### TASK TO COMPLETE
Your output should be an exact copy of the records, with no pictures in it.
------------------------------------------------------------------------
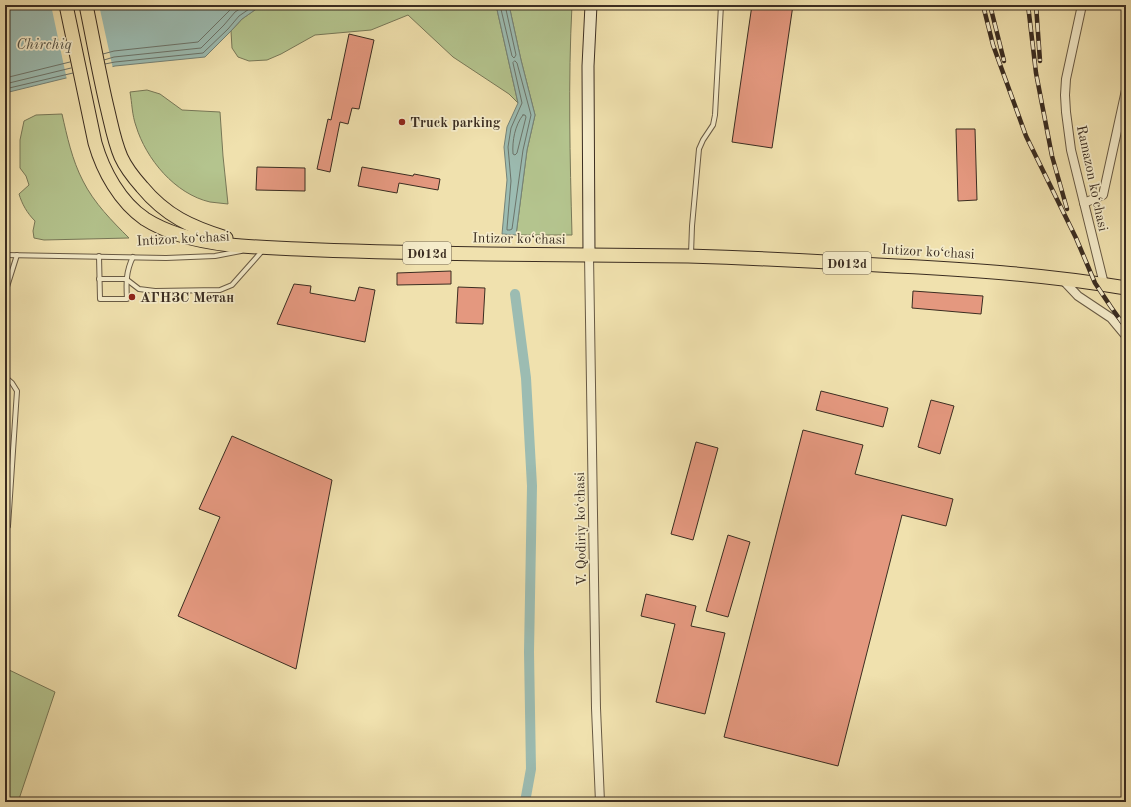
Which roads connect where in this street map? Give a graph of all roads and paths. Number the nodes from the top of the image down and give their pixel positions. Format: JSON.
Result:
{"nodes":[{"id":1,"x":66,"y":5,"type":"edge"},
{"id":2,"x":86,"y":5,"type":"edge"},
{"id":3,"x":591,"y":5,"type":"edge"},
{"id":4,"x":721,"y":5,"type":"edge"},
{"id":5,"x":1082,"y":5,"type":"edge"},
{"id":6,"x":1126,"y":90,"type":"edge"},
{"id":7,"x":1084,"y":203,"type":"junction"},
{"id":8,"x":265,"y":248,"type":"junction"},
{"id":9,"x":5,"y":254,"type":"edge"},
{"id":10,"x":17,"y":255,"type":"junction"},
{"id":11,"x":589,"y":255,"type":"junction"},
{"id":12,"x":100,"y":256,"type":"junction"},
{"id":13,"x":691,"y":256,"type":"junction"},
{"id":14,"x":132,"y":257,"type":"junction"},
{"id":15,"x":1061,"y":278,"type":"junction"},
{"id":16,"x":99,"y":279,"type":"junction"},
{"id":17,"x":126,"y":279,"type":"junction"},
{"id":18,"x":1104,"y":284,"type":"junction"},
{"id":19,"x":1126,"y":288,"type":"edge"},
{"id":20,"x":5,"y":293,"type":"edge"},
{"id":21,"x":1126,"y":336,"type":"edge"},
{"id":22,"x":5,"y":377,"type":"edge"},
{"id":23,"x":8,"y":526,"type":"dead end"},
{"id":24,"x":601,"y":802,"type":"edge"}],
"edges":[{"from":1,"to":8,"type":"main road","number":"D012d"},
{"from":2,"to":8,"type":"main road","number":"D012d"},
{"from":3,"to":11,"type":"street"},
{"from":4,"to":13,"type":"lane"},
{"from":5,"to":7,"type":"street","name":"Ramazon ko‘chasi"},
{"from":6,"to":7,"type":"street"},
{"from":7,"to":18,"type":"street","name":"Ramazon ko‘chasi"},
{"from":8,"to":11,"type":"main road","name":"Intizor ko‘chasi","number":"D012d"},
{"from":8,"to":14,"type":"lane","name":"Intizor ko‘chasi"},
{"from":8,"to":17,"type":"lane"},
{"from":9,"to":10,"type":"lane","name":"Intizor ko‘chasi"},
{"from":10,"to":12,"type":"lane","name":"Intizor ko‘chasi"},
{"from":10,"to":20,"type":"lane"},
{"from":11,"to":13,"type":"main road","name":"Intizor ko‘chasi","number":"D012d"},
{"from":11,"to":24,"type":"street","name":"V. Qodiriy ko‘chasi"},
{"from":12,"to":14,"type":"lane","name":"Intizor ko‘chasi"},
{"from":12,"to":16,"type":"lane"},
{"from":13,"to":15,"type":"main road","name":"Intizor ko‘chasi","number":"D012d"},
{"from":14,"to":17,"type":"lane"},
{"from":15,"to":18,"type":"main road","name":"Intizor ko‘chasi","number":"D012d"},
{"from":15,"to":21,"type":"street"},
{"from":16,"to":17,"type":"lane"},
{"from":16,"to":17,"type":"lane"},
{"from":18,"to":19,"type":"main road","name":"Intizor ko‘chasi","number":"D012d"},
{"from":22,"to":23,"type":"lane"}]}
------------------------------------------------------------------------
### SOLUTION TO THIS TASK
Which roads connect where in this street map? Give a graph of all roads and paths. Number the nodes from the top of the image down and give their pixel positions. Format: JSON.
Result:
{"nodes":[{"id":1,"x":66,"y":5,"type":"edge"},
{"id":2,"x":86,"y":5,"type":"edge"},
{"id":3,"x":591,"y":5,"type":"edge"},
{"id":4,"x":721,"y":5,"type":"edge"},
{"id":5,"x":1082,"y":5,"type":"edge"},
{"id":6,"x":1126,"y":90,"type":"edge"},
{"id":7,"x":1084,"y":203,"type":"junction"},
{"id":8,"x":265,"y":248,"type":"junction"},
{"id":9,"x":5,"y":254,"type":"edge"},
{"id":10,"x":17,"y":255,"type":"junction"},
{"id":11,"x":589,"y":255,"type":"junction"},
{"id":12,"x":100,"y":256,"type":"junction"},
{"id":13,"x":691,"y":256,"type":"junction"},
{"id":14,"x":132,"y":257,"type":"junction"},
{"id":15,"x":1061,"y":278,"type":"junction"},
{"id":16,"x":99,"y":279,"type":"junction"},
{"id":17,"x":126,"y":279,"type":"junction"},
{"id":18,"x":1104,"y":284,"type":"junction"},
{"id":19,"x":1126,"y":288,"type":"edge"},
{"id":20,"x":5,"y":293,"type":"edge"},
{"id":21,"x":1126,"y":336,"type":"edge"},
{"id":22,"x":5,"y":377,"type":"edge"},
{"id":23,"x":8,"y":526,"type":"dead end"},
{"id":24,"x":601,"y":802,"type":"edge"}],
"edges":[{"from":1,"to":8,"type":"main road","number":"D012d"},
{"from":2,"to":8,"type":"main road","number":"D012d"},
{"from":3,"to":11,"type":"street"},
{"from":4,"to":13,"type":"lane"},
{"from":5,"to":7,"type":"street","name":"Ramazon ko‘chasi"},
{"from":6,"to":7,"type":"street"},
{"from":7,"to":18,"type":"street","name":"Ramazon ko‘chasi"},
{"from":8,"to":11,"type":"main road","name":"Intizor ko‘chasi","number":"D012d"},
{"from":8,"to":14,"type":"lane","name":"Intizor ko‘chasi"},
{"from":8,"to":17,"type":"lane"},
{"from":9,"to":10,"type":"lane","name":"Intizor ko‘chasi"},
{"from":10,"to":12,"type":"lane","name":"Intizor ko‘chasi"},
{"from":10,"to":20,"type":"lane"},
{"from":11,"to":13,"type":"main road","name":"Intizor ko‘chasi","number":"D012d"},
{"from":11,"to":24,"type":"street","name":"V. Qodiriy ko‘chasi"},
{"from":12,"to":14,"type":"lane","name":"Intizor ko‘chasi"},
{"from":12,"to":16,"type":"lane"},
{"from":13,"to":15,"type":"main road","name":"Intizor ko‘chasi","number":"D012d"},
{"from":14,"to":17,"type":"lane"},
{"from":15,"to":18,"type":"main road","name":"Intizor ko‘chasi","number":"D012d"},
{"from":15,"to":21,"type":"street"},
{"from":16,"to":17,"type":"lane"},
{"from":16,"to":17,"type":"lane"},
{"from":18,"to":19,"type":"main road","name":"Intizor ko‘chasi","number":"D012d"},
{"from":22,"to":23,"type":"lane"}]}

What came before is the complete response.